### [TASK DIRECTIONS]
Reproduce the listing word for word. Skip any image.

### [SUPPLIED MATERIAL]
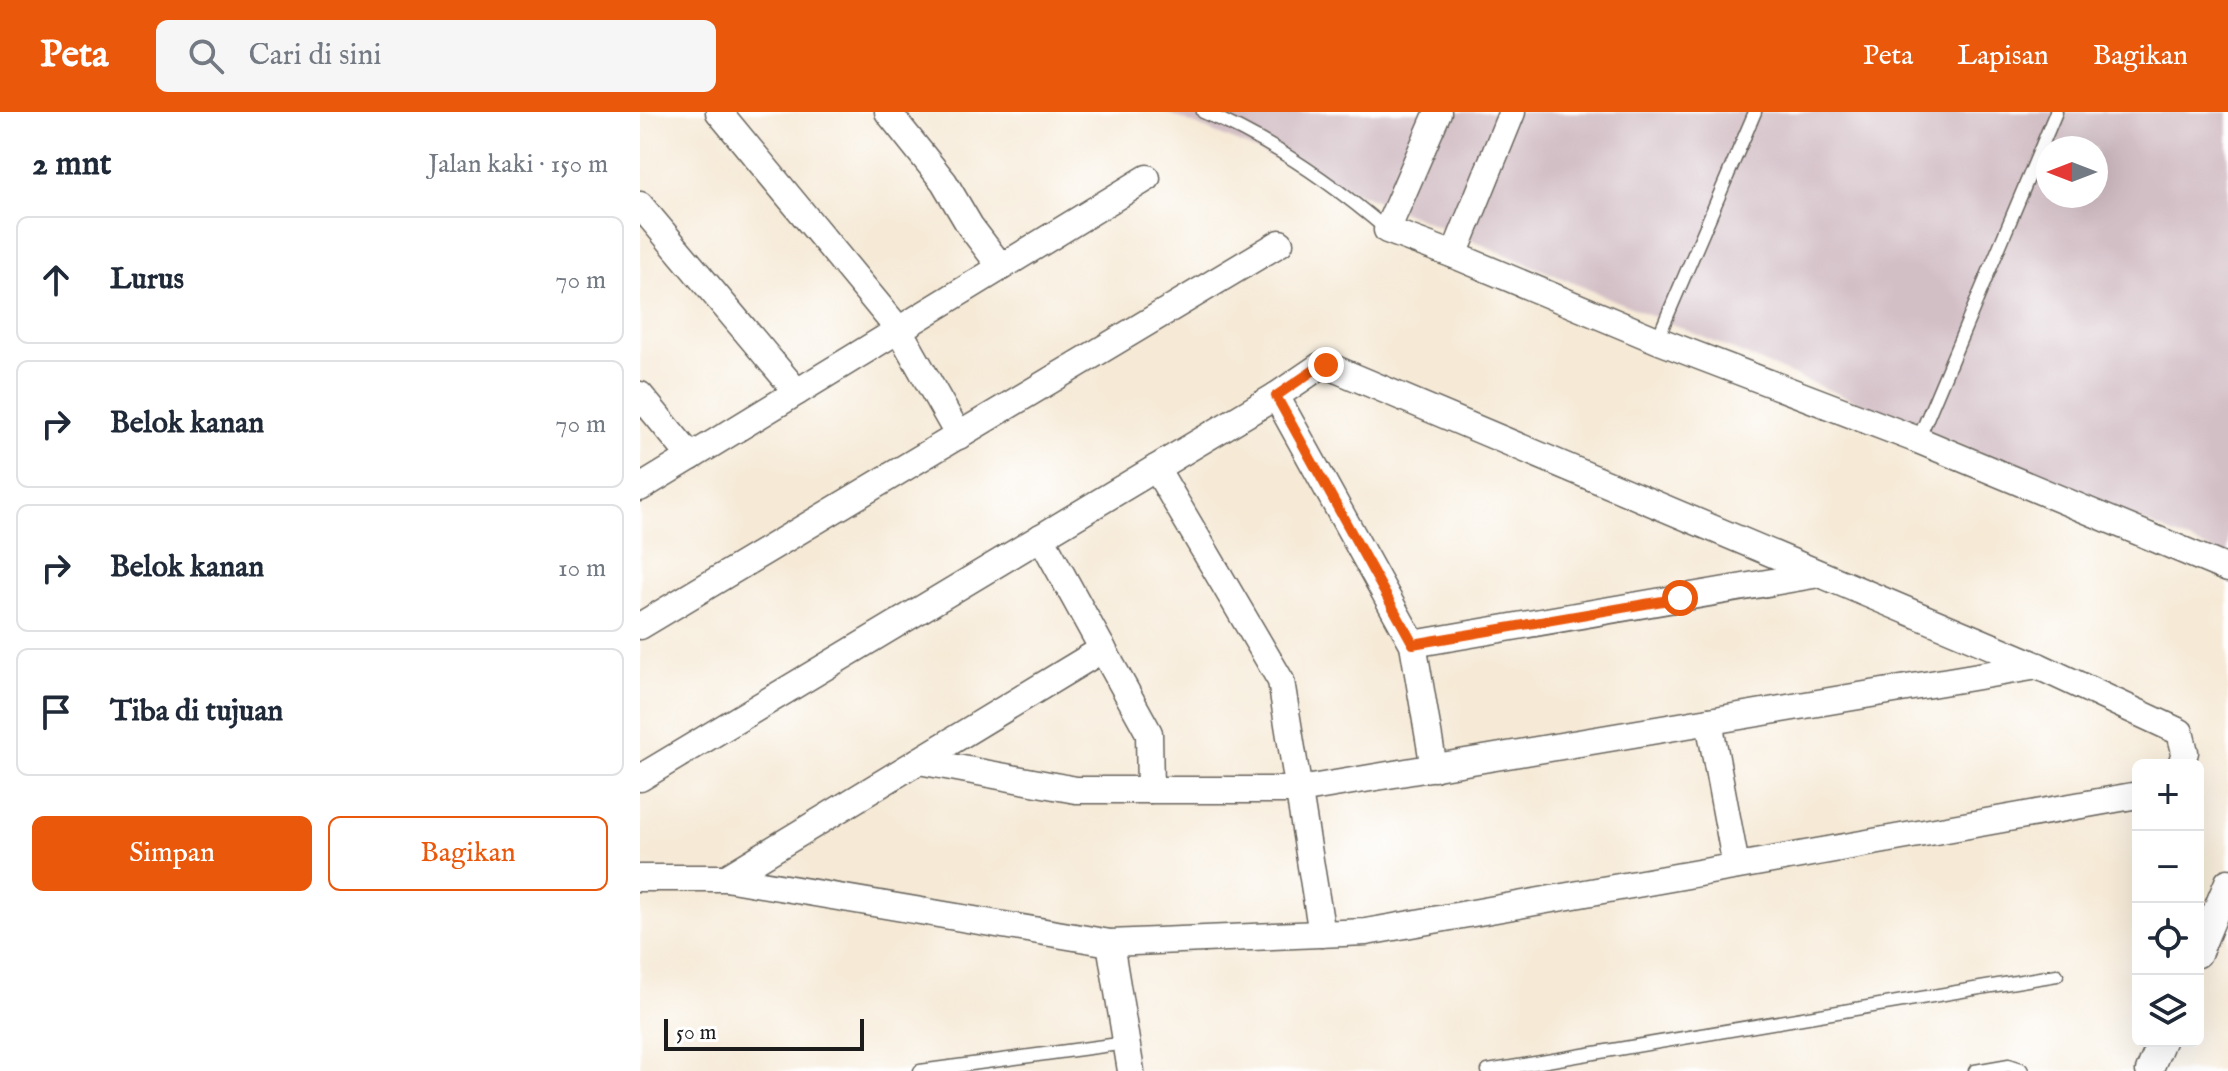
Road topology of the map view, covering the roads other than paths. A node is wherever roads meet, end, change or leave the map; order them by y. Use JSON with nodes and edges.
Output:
{"nodes":[{"id":1,"x":719,"y":112,"type":"edge"},
{"id":2,"x":888,"y":112,"type":"edge"},
{"id":3,"x":1203,"y":112,"type":"edge"},
{"id":4,"x":1438,"y":112,"type":"edge"},
{"id":5,"x":1512,"y":112,"type":"edge"},
{"id":6,"x":1755,"y":112,"type":"edge"},
{"id":7,"x":2056,"y":112,"type":"edge"},
{"id":8,"x":1147,"y":178,"type":"dead end"},
{"id":9,"x":640,"y":205,"type":"edge"},
{"id":10,"x":1387,"y":230,"type":"junction"},
{"id":11,"x":1280,"y":243,"type":"dead end"},
{"id":12,"x":1454,"y":255,"type":"junction"},
{"id":13,"x":1001,"y":267,"type":"junction"},
{"id":14,"x":899,"y":330,"type":"junction"},
{"id":15,"x":1657,"y":340,"type":"junction"},
{"id":16,"x":797,"y":392,"type":"junction"},
{"id":17,"x":640,"y":395,"type":"edge"},
{"id":18,"x":1276,"y":396,"type":"junction"},
{"id":19,"x":959,"y":436,"type":"junction"},
{"id":20,"x":1918,"y":440,"type":"junction"},
{"id":21,"x":691,"y":457,"type":"junction"},
{"id":22,"x":1156,"y":468,"type":"junction"},
{"id":23,"x":640,"y":488,"type":"edge"},
{"id":24,"x":1041,"y":537,"type":"junction"},
{"id":25,"x":2228,"y":569,"type":"edge"},
{"id":26,"x":1820,"y":573,"type":"junction"},
{"id":27,"x":640,"y":626,"type":"edge"},
{"id":28,"x":1413,"y":644,"type":"junction"},
{"id":29,"x":1103,"y":649,"type":"junction"},
{"id":30,"x":2038,"y":666,"type":"junction"},
{"id":31,"x":1709,"y":721,"type":"junction"},
{"id":32,"x":2183,"y":759,"type":"edge"},
{"id":33,"x":919,"y":761,"type":"junction"},
{"id":34,"x":1434,"y":768,"type":"junction"},
{"id":35,"x":640,"y":778,"type":"edge"},
{"id":36,"x":1150,"y":790,"type":"junction"},
{"id":37,"x":1299,"y":790,"type":"junction"},
{"id":38,"x":2132,"y":796,"type":"edge"},
{"id":39,"x":1736,"y":866,"type":"junction"},
{"id":40,"x":640,"y":878,"type":"edge"},
{"id":41,"x":726,"y":878,"type":"junction"},
{"id":42,"x":2227,"y":889,"type":"edge"},
{"id":43,"x":1322,"y":934,"type":"junction"},
{"id":44,"x":2204,"y":941,"type":"edge"},
{"id":45,"x":1110,"y":943,"type":"junction"},
{"id":46,"x":2057,"y":975,"type":"dead end"},
{"id":47,"x":1126,"y":1043,"type":"junction"},
{"id":48,"x":2159,"y":1047,"type":"edge"},
{"id":49,"x":920,"y":1071,"type":"edge"},
{"id":50,"x":1131,"y":1071,"type":"edge"},
{"id":51,"x":1488,"y":1071,"type":"edge"},
{"id":52,"x":1975,"y":1071,"type":"edge"},
{"id":53,"x":2022,"y":1071,"type":"edge"},
{"id":54,"x":2149,"y":1071,"type":"edge"}],
"edges":[{"from":1,"to":14,"type":"street"},
{"from":2,"to":13,"type":"street"},
{"from":3,"to":10,"type":"lane"},
{"from":4,"to":10,"type":"street"},
{"from":5,"to":12,"type":"street"},
{"from":6,"to":15,"type":"lane"},
{"from":7,"to":20,"type":"lane"},
{"from":8,"to":13,"type":"street"},
{"from":9,"to":16,"type":"street"},
{"from":10,"to":12,"type":"street"},
{"from":11,"to":19,"type":"street"},
{"from":12,"to":15,"type":"street"},
{"from":13,"to":14,"type":"street"},
{"from":14,"to":16,"type":"street"},
{"from":14,"to":19,"type":"street"},
{"from":15,"to":20,"type":"street"},
{"from":16,"to":21,"type":"street"},
{"from":17,"to":21,"type":"street"},
{"from":18,"to":22,"type":"street"},
{"from":18,"to":26,"type":"street"},
{"from":18,"to":28,"type":"street"},
{"from":19,"to":27,"type":"street"},
{"from":20,"to":25,"type":"street"},
{"from":21,"to":23,"type":"street"},
{"from":22,"to":24,"type":"street"},
{"from":22,"to":37,"type":"street"},
{"from":24,"to":29,"type":"street"},
{"from":24,"to":35,"type":"street"},
{"from":26,"to":28,"type":"street"},
{"from":26,"to":30,"type":"street"},
{"from":28,"to":34,"type":"street"},
{"from":29,"to":33,"type":"street"},
{"from":29,"to":36,"type":"street"},
{"from":30,"to":31,"type":"street"},
{"from":30,"to":32,"type":"street"},
{"from":31,"to":34,"type":"street"},
{"from":31,"to":39,"type":"street"},
{"from":33,"to":36,"type":"street"},
{"from":33,"to":41,"type":"street"},
{"from":34,"to":37,"type":"street"},
{"from":36,"to":37,"type":"street"},
{"from":37,"to":43,"type":"street"},
{"from":38,"to":39,"type":"street"},
{"from":39,"to":43,"type":"street"},
{"from":40,"to":41,"type":"street"},
{"from":41,"to":45,"type":"street"},
{"from":42,"to":44,"type":"street"},
{"from":43,"to":45,"type":"street"},
{"from":45,"to":47,"type":"street"},
{"from":46,"to":51,"type":"lane"},
{"from":47,"to":49,"type":"lane"},
{"from":47,"to":50,"type":"street"},
{"from":48,"to":54,"type":"street"},
{"from":52,"to":53,"type":"lane"}]}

### [YOUR SOLUTION]
Road topology of the map view, covering the roads other than paths. A node is wherever roads meet, end, change or leave the map; order them by y. Use JSON with nodes and edges.
Output:
{"nodes":[{"id":1,"x":719,"y":112,"type":"edge"},
{"id":2,"x":888,"y":112,"type":"edge"},
{"id":3,"x":1203,"y":112,"type":"edge"},
{"id":4,"x":1438,"y":112,"type":"edge"},
{"id":5,"x":1512,"y":112,"type":"edge"},
{"id":6,"x":1755,"y":112,"type":"edge"},
{"id":7,"x":2056,"y":112,"type":"edge"},
{"id":8,"x":1147,"y":178,"type":"dead end"},
{"id":9,"x":640,"y":205,"type":"edge"},
{"id":10,"x":1387,"y":230,"type":"junction"},
{"id":11,"x":1280,"y":243,"type":"dead end"},
{"id":12,"x":1454,"y":255,"type":"junction"},
{"id":13,"x":1001,"y":267,"type":"junction"},
{"id":14,"x":899,"y":330,"type":"junction"},
{"id":15,"x":1657,"y":340,"type":"junction"},
{"id":16,"x":797,"y":392,"type":"junction"},
{"id":17,"x":640,"y":395,"type":"edge"},
{"id":18,"x":1276,"y":396,"type":"junction"},
{"id":19,"x":959,"y":436,"type":"junction"},
{"id":20,"x":1918,"y":440,"type":"junction"},
{"id":21,"x":691,"y":457,"type":"junction"},
{"id":22,"x":1156,"y":468,"type":"junction"},
{"id":23,"x":640,"y":488,"type":"edge"},
{"id":24,"x":1041,"y":537,"type":"junction"},
{"id":25,"x":2228,"y":569,"type":"edge"},
{"id":26,"x":1820,"y":573,"type":"junction"},
{"id":27,"x":640,"y":626,"type":"edge"},
{"id":28,"x":1413,"y":644,"type":"junction"},
{"id":29,"x":1103,"y":649,"type":"junction"},
{"id":30,"x":2038,"y":666,"type":"junction"},
{"id":31,"x":1709,"y":721,"type":"junction"},
{"id":32,"x":2183,"y":759,"type":"edge"},
{"id":33,"x":919,"y":761,"type":"junction"},
{"id":34,"x":1434,"y":768,"type":"junction"},
{"id":35,"x":640,"y":778,"type":"edge"},
{"id":36,"x":1150,"y":790,"type":"junction"},
{"id":37,"x":1299,"y":790,"type":"junction"},
{"id":38,"x":2132,"y":796,"type":"edge"},
{"id":39,"x":1736,"y":866,"type":"junction"},
{"id":40,"x":640,"y":878,"type":"edge"},
{"id":41,"x":726,"y":878,"type":"junction"},
{"id":42,"x":2227,"y":889,"type":"edge"},
{"id":43,"x":1322,"y":934,"type":"junction"},
{"id":44,"x":2204,"y":941,"type":"edge"},
{"id":45,"x":1110,"y":943,"type":"junction"},
{"id":46,"x":2057,"y":975,"type":"dead end"},
{"id":47,"x":1126,"y":1043,"type":"junction"},
{"id":48,"x":2159,"y":1047,"type":"edge"},
{"id":49,"x":920,"y":1071,"type":"edge"},
{"id":50,"x":1131,"y":1071,"type":"edge"},
{"id":51,"x":1488,"y":1071,"type":"edge"},
{"id":52,"x":1975,"y":1071,"type":"edge"},
{"id":53,"x":2022,"y":1071,"type":"edge"},
{"id":54,"x":2149,"y":1071,"type":"edge"}],
"edges":[{"from":1,"to":14,"type":"street"},
{"from":2,"to":13,"type":"street"},
{"from":3,"to":10,"type":"lane"},
{"from":4,"to":10,"type":"street"},
{"from":5,"to":12,"type":"street"},
{"from":6,"to":15,"type":"lane"},
{"from":7,"to":20,"type":"lane"},
{"from":8,"to":13,"type":"street"},
{"from":9,"to":16,"type":"street"},
{"from":10,"to":12,"type":"street"},
{"from":11,"to":19,"type":"street"},
{"from":12,"to":15,"type":"street"},
{"from":13,"to":14,"type":"street"},
{"from":14,"to":16,"type":"street"},
{"from":14,"to":19,"type":"street"},
{"from":15,"to":20,"type":"street"},
{"from":16,"to":21,"type":"street"},
{"from":17,"to":21,"type":"street"},
{"from":18,"to":22,"type":"street"},
{"from":18,"to":26,"type":"street"},
{"from":18,"to":28,"type":"street"},
{"from":19,"to":27,"type":"street"},
{"from":20,"to":25,"type":"street"},
{"from":21,"to":23,"type":"street"},
{"from":22,"to":24,"type":"street"},
{"from":22,"to":37,"type":"street"},
{"from":24,"to":29,"type":"street"},
{"from":24,"to":35,"type":"street"},
{"from":26,"to":28,"type":"street"},
{"from":26,"to":30,"type":"street"},
{"from":28,"to":34,"type":"street"},
{"from":29,"to":33,"type":"street"},
{"from":29,"to":36,"type":"street"},
{"from":30,"to":31,"type":"street"},
{"from":30,"to":32,"type":"street"},
{"from":31,"to":34,"type":"street"},
{"from":31,"to":39,"type":"street"},
{"from":33,"to":36,"type":"street"},
{"from":33,"to":41,"type":"street"},
{"from":34,"to":37,"type":"street"},
{"from":36,"to":37,"type":"street"},
{"from":37,"to":43,"type":"street"},
{"from":38,"to":39,"type":"street"},
{"from":39,"to":43,"type":"street"},
{"from":40,"to":41,"type":"street"},
{"from":41,"to":45,"type":"street"},
{"from":42,"to":44,"type":"street"},
{"from":43,"to":45,"type":"street"},
{"from":45,"to":47,"type":"street"},
{"from":46,"to":51,"type":"lane"},
{"from":47,"to":49,"type":"lane"},
{"from":47,"to":50,"type":"street"},
{"from":48,"to":54,"type":"street"},
{"from":52,"to":53,"type":"lane"}]}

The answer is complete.